Figure of Shadow --part 3 (revised) - What's wrong with Lila?
"Never, never again," sobbed the girl, Lila, into the monkey's fur. "We should go back to Khazad-dûm. There was no pain. Nothing like this."
No, Lila. The monkey changed to a lizard and squirmed away from the being of shadow. Come on. We've gotten this far. One day, maybe two, and we can be in Rivendell. Come ON!
And with that Flinka was a bird, and she was flying. . . she got twenty feet away from Lila, when Lila felt it in her heart. Tears blurring her vision, she was running after the bird as quickly as she could go, which was a remarkable speed for her appearance. The bird kept flying ahead, pulling the girl behind her, despite the obvious pain it was causing to them both.

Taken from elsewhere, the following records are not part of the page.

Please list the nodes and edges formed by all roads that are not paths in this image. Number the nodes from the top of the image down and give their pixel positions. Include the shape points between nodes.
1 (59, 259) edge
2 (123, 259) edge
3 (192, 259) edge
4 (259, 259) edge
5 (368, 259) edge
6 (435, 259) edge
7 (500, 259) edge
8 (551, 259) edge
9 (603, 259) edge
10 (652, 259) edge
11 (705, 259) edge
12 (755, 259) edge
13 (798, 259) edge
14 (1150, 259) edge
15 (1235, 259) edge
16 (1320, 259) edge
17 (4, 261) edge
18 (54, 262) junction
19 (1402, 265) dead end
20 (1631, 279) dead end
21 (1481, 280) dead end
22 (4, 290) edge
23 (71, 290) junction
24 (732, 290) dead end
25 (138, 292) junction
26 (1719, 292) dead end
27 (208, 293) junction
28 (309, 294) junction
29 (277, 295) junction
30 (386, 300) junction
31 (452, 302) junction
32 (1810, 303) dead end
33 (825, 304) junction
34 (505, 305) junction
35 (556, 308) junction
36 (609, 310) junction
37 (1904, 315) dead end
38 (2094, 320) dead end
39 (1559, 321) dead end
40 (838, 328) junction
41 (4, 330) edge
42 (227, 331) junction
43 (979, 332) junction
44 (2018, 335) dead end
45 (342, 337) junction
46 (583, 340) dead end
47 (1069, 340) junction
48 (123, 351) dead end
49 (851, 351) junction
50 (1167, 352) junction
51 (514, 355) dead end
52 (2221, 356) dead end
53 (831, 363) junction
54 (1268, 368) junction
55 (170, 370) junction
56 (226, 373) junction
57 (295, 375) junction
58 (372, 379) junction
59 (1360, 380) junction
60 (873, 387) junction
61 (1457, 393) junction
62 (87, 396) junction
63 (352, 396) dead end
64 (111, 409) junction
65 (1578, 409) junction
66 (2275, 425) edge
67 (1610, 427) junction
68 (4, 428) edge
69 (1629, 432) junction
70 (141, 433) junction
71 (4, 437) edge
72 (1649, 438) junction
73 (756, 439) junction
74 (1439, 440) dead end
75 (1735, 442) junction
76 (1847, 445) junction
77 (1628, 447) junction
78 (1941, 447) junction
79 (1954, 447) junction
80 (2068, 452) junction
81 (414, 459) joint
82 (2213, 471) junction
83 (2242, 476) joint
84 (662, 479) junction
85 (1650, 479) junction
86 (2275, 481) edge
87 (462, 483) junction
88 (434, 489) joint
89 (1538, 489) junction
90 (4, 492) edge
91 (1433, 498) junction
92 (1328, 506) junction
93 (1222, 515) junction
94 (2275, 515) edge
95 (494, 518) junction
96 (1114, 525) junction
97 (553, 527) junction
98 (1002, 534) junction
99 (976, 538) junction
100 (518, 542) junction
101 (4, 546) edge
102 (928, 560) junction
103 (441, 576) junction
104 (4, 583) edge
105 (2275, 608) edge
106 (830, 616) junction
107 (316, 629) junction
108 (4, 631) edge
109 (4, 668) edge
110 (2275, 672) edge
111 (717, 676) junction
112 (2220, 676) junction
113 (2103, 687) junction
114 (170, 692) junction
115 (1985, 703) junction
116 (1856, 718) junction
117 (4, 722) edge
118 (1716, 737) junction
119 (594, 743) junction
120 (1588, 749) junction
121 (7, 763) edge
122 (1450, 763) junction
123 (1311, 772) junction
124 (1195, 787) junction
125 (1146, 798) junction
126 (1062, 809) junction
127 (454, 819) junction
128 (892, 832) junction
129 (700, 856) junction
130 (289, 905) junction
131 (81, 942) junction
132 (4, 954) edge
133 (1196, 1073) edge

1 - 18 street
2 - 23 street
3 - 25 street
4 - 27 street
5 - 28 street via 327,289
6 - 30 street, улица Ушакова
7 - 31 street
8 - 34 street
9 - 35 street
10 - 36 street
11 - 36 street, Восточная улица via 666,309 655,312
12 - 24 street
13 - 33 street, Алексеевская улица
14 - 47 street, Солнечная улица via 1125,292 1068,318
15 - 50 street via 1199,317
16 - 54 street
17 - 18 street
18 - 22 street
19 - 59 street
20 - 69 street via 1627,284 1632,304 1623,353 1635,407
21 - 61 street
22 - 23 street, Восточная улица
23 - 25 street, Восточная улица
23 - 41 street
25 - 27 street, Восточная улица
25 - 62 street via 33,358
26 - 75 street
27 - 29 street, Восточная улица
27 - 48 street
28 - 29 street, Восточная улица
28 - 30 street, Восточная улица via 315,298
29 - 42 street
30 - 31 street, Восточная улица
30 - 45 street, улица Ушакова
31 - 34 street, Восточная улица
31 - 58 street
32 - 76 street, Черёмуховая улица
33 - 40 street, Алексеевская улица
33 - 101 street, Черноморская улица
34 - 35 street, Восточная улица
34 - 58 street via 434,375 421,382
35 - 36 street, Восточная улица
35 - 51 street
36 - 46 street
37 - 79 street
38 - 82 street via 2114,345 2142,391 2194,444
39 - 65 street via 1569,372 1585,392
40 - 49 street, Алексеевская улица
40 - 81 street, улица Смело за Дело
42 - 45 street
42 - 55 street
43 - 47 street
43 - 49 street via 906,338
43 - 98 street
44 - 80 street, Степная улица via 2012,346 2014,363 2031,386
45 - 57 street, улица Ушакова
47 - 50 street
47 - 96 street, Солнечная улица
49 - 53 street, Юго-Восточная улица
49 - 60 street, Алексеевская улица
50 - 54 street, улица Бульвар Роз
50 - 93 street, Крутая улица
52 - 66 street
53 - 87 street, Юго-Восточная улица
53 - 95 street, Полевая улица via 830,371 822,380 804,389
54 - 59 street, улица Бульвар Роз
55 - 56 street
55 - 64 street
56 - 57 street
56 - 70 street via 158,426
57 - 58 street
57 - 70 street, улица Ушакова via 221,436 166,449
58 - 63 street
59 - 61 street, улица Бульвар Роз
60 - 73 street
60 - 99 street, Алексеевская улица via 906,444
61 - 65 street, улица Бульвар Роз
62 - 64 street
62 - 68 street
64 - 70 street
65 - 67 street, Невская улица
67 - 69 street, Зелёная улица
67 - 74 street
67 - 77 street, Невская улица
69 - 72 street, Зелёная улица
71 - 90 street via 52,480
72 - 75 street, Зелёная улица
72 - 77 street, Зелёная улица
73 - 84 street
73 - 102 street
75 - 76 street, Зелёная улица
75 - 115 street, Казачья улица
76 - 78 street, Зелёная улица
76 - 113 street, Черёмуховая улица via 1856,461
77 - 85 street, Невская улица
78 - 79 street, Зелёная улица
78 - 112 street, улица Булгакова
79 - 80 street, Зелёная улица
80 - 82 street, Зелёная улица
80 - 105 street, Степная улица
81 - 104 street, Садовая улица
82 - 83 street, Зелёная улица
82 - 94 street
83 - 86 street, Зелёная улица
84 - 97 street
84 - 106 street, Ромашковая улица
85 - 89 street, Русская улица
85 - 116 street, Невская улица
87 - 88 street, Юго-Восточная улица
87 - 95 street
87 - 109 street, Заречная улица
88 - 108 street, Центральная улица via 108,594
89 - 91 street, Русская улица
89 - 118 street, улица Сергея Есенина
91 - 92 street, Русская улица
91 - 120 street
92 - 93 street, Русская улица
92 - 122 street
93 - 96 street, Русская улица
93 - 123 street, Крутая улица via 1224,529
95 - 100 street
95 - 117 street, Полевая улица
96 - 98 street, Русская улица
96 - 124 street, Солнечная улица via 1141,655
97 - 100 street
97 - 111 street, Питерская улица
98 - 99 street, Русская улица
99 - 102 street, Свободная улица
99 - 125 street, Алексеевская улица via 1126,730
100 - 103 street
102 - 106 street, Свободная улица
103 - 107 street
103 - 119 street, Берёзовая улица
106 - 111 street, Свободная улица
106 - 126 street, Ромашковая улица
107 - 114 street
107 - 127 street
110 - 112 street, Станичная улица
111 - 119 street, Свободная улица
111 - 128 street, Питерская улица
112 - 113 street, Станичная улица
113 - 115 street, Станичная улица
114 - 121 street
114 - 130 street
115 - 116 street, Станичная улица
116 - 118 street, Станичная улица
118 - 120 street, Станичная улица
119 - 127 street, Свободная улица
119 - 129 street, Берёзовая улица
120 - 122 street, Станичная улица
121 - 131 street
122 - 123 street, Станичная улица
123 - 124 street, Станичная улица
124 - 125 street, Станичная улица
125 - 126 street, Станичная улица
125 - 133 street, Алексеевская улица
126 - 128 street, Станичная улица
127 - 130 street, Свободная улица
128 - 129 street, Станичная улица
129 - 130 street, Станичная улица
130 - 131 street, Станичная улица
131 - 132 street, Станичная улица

"Stop!" Lila gasped. "I'll come! I'll come to Rivendell. Come back and stay with me. You're starting to bleed again! Your neck!"
Flinka slowed, and as the two came closer together, the pain stopped, and was replaced by a knew, fresh one, they both felt it in their necks, where the elf, Galdor, had stabbed the bear formed Flinka only a day before. She perched on Lila's arm.
How bad is it?
"The stress opened it up again," Lila said, sounding concerned. "No more flying for you for a while. I can hear him coming again. Be a mouse. Crawl in my pocket and I'll run in the direction of Rivendell. Quickly. He'll be on his horse soon. I think he's figured out by now that we want to be left alone, but that still won't help anything if he bongs into us."
Promise you'll go the right way?
"You have my word. Hurry!"
As soon as Flinka was safely curled up in her pocket, Lila went several yard away from the trail and ran towards Rivendell. She paced herself at about 20 mph, a speed she was sure Galdor wouldn't think she could go, but was easy enough for her to keep up. So, she thought, the elf thinks I'm only sixteen, does he? With four hundred twenty years under my belt, in the body of a sixteen year old, I may still be a child, but I'm not the weakling he thinks I am. Heck, I could probably outrun his horse for a short distance if I had to, and of course, if I was lucky. Maybe not.
Lila heard the noise of pounding hooves behind her. Five miles back, Galdor had just mounted his horse. At least she could hear him. He couldn't have heard her falling footsteps; the transformation between human and what she was had given her the ability to move with far more grace and silence than even the elves.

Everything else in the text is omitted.